UTXOs are spent whole, so we almost always gather more than we need. The first output pays the recipient the amount. The leftover — change = total - need — is sent back to ourselves as a second output, but only if it’s nonzero. (The fee is never an output; it’s simply the gap between inputs and outputs that the miner scoops up via the coinbase. This is the conservation rule from Fees, Change & Conservation.)

Then comes signing. Because every input we selected belongs to the sender, they can all be authorized by one key against one message. We compute the sighash once (the blanked encoding from the transactions chapter), produce a single signature and pubkey, and loop for input in &mut tx.inputs to stamp each input with copies. We need .clone() because each input owns its own bytes — we can’t hand the same Vec to several inputs. The result is a transaction whose every input proves the sender owns it.

Run the demo and watch a fee flow from a payment into the miner’s coinbase:

Terminal window
cd rust/blockchain-from-scratch
cargo run -- demo

When Alice pays Bob, she includes a small fee. That fee isn’t burned — it’s collected in mine_block, folded into fees, and paid to whoever mines the block via subsidy + fees in the coinbase. Watch the miner’s balance: it’s the block reward plus the fees from every transaction it chose to include.
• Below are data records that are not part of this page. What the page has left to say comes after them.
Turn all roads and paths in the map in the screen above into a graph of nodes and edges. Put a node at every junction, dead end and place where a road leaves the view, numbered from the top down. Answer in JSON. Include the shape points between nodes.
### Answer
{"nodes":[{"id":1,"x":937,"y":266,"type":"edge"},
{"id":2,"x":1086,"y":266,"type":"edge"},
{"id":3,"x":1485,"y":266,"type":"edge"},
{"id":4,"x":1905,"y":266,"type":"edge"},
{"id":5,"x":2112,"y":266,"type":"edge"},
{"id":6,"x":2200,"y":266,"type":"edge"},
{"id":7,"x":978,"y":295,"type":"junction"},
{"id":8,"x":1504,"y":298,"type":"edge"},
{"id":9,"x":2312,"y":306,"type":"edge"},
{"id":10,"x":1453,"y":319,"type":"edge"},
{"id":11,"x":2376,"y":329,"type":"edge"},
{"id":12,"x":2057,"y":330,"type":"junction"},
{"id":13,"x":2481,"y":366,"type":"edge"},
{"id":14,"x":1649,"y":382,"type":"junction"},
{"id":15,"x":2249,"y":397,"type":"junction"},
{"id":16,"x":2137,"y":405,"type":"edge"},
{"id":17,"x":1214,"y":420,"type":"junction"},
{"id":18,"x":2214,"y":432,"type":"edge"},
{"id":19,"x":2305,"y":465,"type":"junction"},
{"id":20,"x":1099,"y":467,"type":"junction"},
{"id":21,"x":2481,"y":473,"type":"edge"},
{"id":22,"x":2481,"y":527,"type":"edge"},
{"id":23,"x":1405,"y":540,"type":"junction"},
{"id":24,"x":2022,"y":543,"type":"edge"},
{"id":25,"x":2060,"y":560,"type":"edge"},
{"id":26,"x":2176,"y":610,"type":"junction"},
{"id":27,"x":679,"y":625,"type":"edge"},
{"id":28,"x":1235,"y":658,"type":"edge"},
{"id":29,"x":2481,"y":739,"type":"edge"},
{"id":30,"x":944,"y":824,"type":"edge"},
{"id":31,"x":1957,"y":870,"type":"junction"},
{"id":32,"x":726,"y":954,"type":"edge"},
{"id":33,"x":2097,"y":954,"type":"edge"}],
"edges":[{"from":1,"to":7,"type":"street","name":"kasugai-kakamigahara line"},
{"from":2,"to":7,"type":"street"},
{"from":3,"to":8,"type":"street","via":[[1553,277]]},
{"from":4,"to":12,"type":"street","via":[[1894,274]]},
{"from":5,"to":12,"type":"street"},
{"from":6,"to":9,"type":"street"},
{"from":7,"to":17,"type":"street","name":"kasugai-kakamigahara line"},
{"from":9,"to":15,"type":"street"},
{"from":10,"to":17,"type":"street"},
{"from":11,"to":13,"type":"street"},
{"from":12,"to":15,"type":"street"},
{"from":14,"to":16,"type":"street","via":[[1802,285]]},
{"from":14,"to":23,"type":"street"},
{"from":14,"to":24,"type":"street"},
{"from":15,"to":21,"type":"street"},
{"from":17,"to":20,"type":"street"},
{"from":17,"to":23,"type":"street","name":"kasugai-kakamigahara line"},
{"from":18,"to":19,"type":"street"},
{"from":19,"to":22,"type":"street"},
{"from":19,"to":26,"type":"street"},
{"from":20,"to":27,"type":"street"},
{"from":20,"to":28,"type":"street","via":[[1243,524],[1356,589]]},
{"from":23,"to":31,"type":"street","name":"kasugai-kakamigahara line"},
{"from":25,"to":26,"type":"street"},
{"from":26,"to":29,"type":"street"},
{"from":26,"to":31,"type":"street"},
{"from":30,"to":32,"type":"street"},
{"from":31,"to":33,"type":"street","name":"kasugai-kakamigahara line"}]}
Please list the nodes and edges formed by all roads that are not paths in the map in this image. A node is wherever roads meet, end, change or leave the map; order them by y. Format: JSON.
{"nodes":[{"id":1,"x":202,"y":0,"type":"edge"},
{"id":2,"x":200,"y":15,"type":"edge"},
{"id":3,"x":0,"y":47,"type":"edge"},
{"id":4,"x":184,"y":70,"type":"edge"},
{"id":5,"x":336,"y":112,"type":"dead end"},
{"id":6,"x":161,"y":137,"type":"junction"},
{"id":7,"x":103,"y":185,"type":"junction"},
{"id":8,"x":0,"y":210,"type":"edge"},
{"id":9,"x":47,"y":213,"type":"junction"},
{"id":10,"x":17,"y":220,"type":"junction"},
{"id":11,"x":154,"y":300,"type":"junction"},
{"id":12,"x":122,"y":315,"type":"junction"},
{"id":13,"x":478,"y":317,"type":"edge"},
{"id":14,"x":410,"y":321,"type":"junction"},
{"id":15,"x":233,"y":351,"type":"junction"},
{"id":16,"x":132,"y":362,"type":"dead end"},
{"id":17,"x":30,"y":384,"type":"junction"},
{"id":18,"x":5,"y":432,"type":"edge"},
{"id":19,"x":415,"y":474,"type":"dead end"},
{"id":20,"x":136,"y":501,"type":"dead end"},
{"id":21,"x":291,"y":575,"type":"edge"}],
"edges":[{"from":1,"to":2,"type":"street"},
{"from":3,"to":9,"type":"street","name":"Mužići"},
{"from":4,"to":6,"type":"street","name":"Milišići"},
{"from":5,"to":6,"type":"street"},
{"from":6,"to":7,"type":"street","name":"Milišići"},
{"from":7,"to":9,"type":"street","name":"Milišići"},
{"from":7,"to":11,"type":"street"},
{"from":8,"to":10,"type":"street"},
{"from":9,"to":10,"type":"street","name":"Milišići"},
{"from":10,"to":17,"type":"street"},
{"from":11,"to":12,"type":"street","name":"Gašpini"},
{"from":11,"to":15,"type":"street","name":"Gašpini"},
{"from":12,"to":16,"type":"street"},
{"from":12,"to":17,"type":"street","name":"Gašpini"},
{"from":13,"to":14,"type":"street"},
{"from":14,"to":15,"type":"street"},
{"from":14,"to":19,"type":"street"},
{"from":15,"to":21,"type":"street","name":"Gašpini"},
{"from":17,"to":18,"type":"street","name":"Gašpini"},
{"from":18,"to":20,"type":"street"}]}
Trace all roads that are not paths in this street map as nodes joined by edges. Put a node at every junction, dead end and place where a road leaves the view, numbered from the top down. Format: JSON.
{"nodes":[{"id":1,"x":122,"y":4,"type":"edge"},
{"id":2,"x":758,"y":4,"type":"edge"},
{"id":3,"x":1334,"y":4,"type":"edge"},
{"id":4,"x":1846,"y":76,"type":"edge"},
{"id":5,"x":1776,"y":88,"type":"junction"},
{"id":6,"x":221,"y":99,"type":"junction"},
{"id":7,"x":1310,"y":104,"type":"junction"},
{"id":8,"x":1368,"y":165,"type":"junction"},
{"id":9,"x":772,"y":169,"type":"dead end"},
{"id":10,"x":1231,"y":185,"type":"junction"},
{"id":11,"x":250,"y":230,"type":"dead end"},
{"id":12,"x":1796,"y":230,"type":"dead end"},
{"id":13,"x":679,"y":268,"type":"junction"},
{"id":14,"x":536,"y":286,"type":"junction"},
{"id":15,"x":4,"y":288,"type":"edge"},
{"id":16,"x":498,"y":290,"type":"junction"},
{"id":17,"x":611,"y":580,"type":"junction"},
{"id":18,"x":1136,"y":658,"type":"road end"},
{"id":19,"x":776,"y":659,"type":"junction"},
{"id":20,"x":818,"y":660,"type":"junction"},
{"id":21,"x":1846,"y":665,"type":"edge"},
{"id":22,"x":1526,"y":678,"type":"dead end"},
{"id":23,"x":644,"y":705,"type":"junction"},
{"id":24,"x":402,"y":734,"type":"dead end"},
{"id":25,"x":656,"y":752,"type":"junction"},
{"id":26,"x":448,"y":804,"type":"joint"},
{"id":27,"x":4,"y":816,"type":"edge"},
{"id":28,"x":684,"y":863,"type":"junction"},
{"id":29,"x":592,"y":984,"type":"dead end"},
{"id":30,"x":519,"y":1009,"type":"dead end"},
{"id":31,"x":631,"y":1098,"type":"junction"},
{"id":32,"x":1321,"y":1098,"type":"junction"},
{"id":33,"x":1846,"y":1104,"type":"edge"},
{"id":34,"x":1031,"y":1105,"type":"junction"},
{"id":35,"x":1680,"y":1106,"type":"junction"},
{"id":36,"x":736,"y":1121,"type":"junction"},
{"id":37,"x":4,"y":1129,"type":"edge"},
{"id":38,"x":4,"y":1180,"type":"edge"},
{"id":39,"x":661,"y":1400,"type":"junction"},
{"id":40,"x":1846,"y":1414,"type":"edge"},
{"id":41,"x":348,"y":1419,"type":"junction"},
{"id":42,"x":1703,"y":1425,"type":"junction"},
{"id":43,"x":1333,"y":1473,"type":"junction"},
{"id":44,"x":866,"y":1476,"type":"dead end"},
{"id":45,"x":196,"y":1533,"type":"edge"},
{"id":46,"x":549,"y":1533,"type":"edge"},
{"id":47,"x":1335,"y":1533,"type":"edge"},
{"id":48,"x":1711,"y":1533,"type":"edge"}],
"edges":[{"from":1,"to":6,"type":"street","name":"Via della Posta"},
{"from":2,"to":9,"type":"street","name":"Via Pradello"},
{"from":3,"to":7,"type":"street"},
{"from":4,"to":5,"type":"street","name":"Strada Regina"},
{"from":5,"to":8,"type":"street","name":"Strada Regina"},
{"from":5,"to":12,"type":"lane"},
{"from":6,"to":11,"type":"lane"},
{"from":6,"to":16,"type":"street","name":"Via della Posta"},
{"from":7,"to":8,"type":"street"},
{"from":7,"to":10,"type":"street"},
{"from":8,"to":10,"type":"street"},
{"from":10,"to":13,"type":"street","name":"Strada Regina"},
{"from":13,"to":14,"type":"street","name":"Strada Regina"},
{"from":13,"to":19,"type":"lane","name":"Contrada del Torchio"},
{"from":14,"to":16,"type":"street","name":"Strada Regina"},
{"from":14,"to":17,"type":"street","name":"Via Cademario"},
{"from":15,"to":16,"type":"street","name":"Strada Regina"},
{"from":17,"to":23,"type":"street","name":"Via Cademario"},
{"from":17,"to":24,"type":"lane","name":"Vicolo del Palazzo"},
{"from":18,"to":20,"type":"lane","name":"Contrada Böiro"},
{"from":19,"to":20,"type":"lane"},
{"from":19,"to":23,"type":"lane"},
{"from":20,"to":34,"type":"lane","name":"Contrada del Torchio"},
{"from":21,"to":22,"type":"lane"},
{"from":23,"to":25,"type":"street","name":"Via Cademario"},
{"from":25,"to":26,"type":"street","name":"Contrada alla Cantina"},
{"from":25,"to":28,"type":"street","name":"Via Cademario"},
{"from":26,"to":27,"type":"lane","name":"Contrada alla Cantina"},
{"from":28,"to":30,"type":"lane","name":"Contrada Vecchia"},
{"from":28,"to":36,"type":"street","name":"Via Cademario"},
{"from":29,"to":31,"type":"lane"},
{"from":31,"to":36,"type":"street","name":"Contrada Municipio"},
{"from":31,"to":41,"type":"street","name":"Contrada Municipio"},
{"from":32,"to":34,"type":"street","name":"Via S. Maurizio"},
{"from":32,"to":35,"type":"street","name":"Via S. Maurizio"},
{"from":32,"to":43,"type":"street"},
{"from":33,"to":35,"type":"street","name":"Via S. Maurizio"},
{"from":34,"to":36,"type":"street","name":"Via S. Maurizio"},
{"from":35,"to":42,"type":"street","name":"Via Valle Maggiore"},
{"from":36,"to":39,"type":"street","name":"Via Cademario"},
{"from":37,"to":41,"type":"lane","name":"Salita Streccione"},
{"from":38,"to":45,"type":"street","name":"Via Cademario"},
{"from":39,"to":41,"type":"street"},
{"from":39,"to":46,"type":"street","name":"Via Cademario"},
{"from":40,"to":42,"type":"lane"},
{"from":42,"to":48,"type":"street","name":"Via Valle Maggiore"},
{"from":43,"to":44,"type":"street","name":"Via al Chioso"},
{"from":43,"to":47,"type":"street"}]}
  1. Two blocks mined at the same height paying the same miner the same amount would normally produce identical coinbase txids. What does create_coinbase put in the input’s signature field to prevent that, and why is reusing that field safe for a coinbase?
  2. Why does mine_block clone self.utxos into a view instead of validating against the live UTXO set directly? Name two behaviors the evolving working copy enables.
  3. In build_transaction, what is change, why might it be zero, and where does the fee end up if it’s never an output?
  4. The coinbase is built after the loop over candidates, not before. Why must the fee total be known first?
  5. mine_block uses if let Ok(fee) = validate_tx(...) and silently skips failures. What kind of candidate would get dropped here rather than crashing the miner?
Show answers
  1. It packs the block height plus an extra_nonce (as little-endian bytes) into the coinbase input’s signature field, so that data flows into the txid and every coinbase gets a distinct id. Reusing that field is safe because a coinbase spends nothing real, so its input needs no actual signature — the field is otherwise unused.
  2. So it can validate transactions speculatively against a sandbox without corrupting the chain’s true UTXO state — some candidates may turn out invalid. The evolving working copy enables two behaviors: a later candidate can spend an output an earlier candidate in the same block created, and a candidate trying to double-spend an output an earlier one already consumed is rejected (it’s no longer in the view).
  3. change is the leftover, total - need — because UTXOs are spent whole, you almost always gather more than you need, so the surplus is sent back to yourself as a second output. It’s zero when the selected inputs exactly cover amount + fee (no second output is added). The fee is never an output; it’s the gap between inputs and outputs that the miner scoops up via the coinbase (subsidy + fees).
  4. Because the coinbase pays the miner subsidy(height) + fees, and fees isn’t known until every candidate has been validated and its fee accumulated. You must finish the loop to total the fees before you can build a coinbase that claims exactly the allowed amount.
  5. An invalid transaction — one that validate_tx rejects, e.g. spending a non-existent or already-spent output, a forged/mismatched signature, or outputs exceeding inputs. It’s silently dropped rather than crashing the miner, so one bad candidate never stops the block from being mined.